# [HOW TO COMPLETE THIS TASK]
Search the records below for "Cascades" and copy every line it turns up in.

(Dataset entries)

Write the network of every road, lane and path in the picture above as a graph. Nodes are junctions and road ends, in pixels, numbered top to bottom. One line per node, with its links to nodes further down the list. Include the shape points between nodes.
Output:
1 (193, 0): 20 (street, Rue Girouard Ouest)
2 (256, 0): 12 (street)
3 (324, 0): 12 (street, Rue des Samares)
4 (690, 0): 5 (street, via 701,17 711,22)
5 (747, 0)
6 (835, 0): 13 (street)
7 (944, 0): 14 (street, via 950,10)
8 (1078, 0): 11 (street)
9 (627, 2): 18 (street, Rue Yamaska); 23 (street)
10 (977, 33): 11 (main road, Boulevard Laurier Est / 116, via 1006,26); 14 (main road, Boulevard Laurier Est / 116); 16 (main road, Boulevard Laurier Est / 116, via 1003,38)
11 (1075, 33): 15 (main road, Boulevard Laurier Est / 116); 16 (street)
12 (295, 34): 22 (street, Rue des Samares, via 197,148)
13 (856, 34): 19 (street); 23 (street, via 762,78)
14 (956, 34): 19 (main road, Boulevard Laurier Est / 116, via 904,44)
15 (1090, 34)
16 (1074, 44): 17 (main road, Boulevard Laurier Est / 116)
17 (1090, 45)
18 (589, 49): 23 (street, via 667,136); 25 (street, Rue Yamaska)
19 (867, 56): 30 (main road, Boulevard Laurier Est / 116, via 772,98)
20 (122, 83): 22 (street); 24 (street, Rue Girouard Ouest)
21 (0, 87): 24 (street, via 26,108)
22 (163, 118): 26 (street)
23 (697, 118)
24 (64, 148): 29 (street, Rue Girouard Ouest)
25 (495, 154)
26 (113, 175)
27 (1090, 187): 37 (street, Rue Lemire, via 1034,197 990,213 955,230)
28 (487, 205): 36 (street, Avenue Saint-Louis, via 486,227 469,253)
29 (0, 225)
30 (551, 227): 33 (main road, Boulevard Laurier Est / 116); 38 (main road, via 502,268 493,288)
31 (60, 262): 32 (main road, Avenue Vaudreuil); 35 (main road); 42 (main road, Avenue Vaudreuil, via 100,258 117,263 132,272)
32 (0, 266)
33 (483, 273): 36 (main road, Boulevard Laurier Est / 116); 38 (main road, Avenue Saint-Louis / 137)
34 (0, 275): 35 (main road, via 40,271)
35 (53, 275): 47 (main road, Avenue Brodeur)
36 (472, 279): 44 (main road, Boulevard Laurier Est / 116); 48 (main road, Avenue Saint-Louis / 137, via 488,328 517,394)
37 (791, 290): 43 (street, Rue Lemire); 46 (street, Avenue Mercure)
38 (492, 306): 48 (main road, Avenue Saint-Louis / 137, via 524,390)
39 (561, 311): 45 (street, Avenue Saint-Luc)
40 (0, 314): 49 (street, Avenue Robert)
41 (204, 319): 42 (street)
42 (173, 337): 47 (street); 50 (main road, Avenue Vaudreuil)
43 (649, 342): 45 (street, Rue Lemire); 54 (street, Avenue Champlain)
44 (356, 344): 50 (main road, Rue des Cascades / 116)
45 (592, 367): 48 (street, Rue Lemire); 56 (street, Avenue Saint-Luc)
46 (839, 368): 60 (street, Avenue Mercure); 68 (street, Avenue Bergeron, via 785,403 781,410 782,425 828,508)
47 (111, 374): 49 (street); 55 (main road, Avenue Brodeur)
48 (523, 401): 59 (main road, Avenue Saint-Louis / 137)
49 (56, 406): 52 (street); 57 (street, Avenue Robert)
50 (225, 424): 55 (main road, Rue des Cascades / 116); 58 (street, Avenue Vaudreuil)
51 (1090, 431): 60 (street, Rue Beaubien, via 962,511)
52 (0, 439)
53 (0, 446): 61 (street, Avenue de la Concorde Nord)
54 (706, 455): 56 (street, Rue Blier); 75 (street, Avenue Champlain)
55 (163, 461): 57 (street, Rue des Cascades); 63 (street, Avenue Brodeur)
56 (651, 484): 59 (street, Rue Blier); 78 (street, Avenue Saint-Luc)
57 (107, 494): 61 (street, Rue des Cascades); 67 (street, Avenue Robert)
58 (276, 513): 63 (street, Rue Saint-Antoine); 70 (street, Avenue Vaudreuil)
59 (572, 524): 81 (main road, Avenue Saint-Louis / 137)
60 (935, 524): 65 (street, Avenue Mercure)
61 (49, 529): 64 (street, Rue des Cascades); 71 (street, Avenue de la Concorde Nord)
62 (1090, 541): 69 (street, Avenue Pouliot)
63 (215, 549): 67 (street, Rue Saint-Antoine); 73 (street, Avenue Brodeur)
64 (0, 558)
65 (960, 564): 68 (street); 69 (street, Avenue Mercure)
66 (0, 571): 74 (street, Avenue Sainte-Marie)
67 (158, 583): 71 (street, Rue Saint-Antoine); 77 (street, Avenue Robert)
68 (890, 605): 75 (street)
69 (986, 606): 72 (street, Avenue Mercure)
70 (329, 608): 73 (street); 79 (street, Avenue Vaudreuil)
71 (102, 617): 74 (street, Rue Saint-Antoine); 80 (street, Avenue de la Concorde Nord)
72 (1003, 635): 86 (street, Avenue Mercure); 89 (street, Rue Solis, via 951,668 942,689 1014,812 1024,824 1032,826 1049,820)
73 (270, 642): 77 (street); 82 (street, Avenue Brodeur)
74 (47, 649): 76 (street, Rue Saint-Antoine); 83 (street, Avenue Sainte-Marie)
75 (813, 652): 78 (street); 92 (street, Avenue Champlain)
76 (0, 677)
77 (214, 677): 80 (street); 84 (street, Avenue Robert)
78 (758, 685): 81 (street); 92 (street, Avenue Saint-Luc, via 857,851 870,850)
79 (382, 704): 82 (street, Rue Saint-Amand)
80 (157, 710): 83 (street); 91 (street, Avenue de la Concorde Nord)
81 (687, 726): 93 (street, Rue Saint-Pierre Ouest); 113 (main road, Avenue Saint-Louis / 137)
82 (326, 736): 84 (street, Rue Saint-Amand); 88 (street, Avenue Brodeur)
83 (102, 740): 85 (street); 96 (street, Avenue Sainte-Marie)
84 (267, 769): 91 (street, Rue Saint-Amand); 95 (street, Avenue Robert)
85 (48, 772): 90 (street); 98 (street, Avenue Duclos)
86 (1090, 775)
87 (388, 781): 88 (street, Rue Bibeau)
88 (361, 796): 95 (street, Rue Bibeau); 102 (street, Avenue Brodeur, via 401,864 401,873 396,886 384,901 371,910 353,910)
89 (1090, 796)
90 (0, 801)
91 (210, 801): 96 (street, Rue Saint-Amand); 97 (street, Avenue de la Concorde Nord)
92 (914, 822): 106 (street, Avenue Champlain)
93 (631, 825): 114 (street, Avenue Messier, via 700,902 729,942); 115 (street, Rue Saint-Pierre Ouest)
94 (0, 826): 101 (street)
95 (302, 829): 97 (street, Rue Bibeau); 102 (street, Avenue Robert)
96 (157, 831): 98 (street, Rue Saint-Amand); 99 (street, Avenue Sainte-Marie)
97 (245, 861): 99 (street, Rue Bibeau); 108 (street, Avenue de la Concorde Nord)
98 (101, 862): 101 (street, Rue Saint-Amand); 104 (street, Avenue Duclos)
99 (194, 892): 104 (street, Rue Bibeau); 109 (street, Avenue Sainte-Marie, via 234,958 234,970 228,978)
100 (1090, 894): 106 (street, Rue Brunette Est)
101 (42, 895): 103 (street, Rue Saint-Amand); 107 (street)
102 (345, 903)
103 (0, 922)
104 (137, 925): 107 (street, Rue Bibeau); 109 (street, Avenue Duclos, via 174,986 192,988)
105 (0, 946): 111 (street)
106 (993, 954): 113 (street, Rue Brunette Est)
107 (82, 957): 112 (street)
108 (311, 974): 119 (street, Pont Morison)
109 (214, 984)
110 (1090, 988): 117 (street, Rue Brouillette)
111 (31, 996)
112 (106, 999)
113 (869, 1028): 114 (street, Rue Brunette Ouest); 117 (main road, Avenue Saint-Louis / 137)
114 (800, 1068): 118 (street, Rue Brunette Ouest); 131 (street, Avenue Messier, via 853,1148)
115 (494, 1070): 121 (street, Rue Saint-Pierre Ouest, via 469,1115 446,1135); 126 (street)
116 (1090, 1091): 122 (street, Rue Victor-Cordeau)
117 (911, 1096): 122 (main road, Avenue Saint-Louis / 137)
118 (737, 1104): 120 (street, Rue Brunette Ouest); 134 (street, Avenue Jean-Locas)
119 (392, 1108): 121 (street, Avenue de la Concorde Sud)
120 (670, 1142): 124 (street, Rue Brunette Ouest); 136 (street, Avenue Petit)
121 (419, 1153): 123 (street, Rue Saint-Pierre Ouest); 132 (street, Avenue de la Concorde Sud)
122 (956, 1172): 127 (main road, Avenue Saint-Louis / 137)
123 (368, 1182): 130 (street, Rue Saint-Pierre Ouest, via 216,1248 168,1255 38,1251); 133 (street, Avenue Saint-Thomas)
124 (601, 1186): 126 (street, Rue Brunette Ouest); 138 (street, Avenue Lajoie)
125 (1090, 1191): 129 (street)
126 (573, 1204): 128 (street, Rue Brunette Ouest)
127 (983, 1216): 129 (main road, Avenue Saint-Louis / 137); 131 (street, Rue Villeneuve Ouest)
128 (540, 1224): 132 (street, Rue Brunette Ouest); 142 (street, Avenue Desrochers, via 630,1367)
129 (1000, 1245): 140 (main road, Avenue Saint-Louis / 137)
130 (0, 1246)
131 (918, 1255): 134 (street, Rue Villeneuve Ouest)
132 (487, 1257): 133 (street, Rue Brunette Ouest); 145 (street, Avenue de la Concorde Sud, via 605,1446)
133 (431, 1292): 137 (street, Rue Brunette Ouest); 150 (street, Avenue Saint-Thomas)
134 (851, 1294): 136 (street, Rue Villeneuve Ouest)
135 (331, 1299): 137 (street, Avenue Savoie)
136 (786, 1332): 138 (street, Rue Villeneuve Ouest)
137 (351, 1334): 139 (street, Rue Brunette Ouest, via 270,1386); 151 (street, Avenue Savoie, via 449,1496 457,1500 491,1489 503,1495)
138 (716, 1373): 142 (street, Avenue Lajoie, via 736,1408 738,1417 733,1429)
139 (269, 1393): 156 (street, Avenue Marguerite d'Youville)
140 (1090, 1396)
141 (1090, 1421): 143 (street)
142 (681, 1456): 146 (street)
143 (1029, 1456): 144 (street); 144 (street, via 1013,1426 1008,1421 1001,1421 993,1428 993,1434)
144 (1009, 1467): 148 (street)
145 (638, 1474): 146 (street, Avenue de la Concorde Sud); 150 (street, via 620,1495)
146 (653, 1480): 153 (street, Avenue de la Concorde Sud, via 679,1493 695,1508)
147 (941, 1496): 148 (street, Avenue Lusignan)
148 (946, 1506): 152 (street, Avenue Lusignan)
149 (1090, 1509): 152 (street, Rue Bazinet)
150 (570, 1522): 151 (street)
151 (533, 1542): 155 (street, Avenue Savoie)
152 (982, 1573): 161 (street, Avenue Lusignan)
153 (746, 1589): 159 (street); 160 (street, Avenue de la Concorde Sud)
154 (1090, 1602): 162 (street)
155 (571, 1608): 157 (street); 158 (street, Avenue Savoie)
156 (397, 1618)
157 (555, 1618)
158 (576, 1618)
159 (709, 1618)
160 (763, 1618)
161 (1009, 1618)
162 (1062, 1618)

# [RESULT OF THE EXERCISE]
44 (356, 344): 50 (main road, Rue des Cascades / 116)
50 (225, 424): 55 (main road, Rue des Cascades / 116); 58 (street, Avenue Vaudreuil)
55 (163, 461): 57 (street, Rue des Cascades); 63 (street, Avenue Brodeur)
57 (107, 494): 61 (street, Rue des Cascades); 67 (street, Avenue Robert)
61 (49, 529): 64 (street, Rue des Cascades); 71 (street, Avenue de la Concorde Nord)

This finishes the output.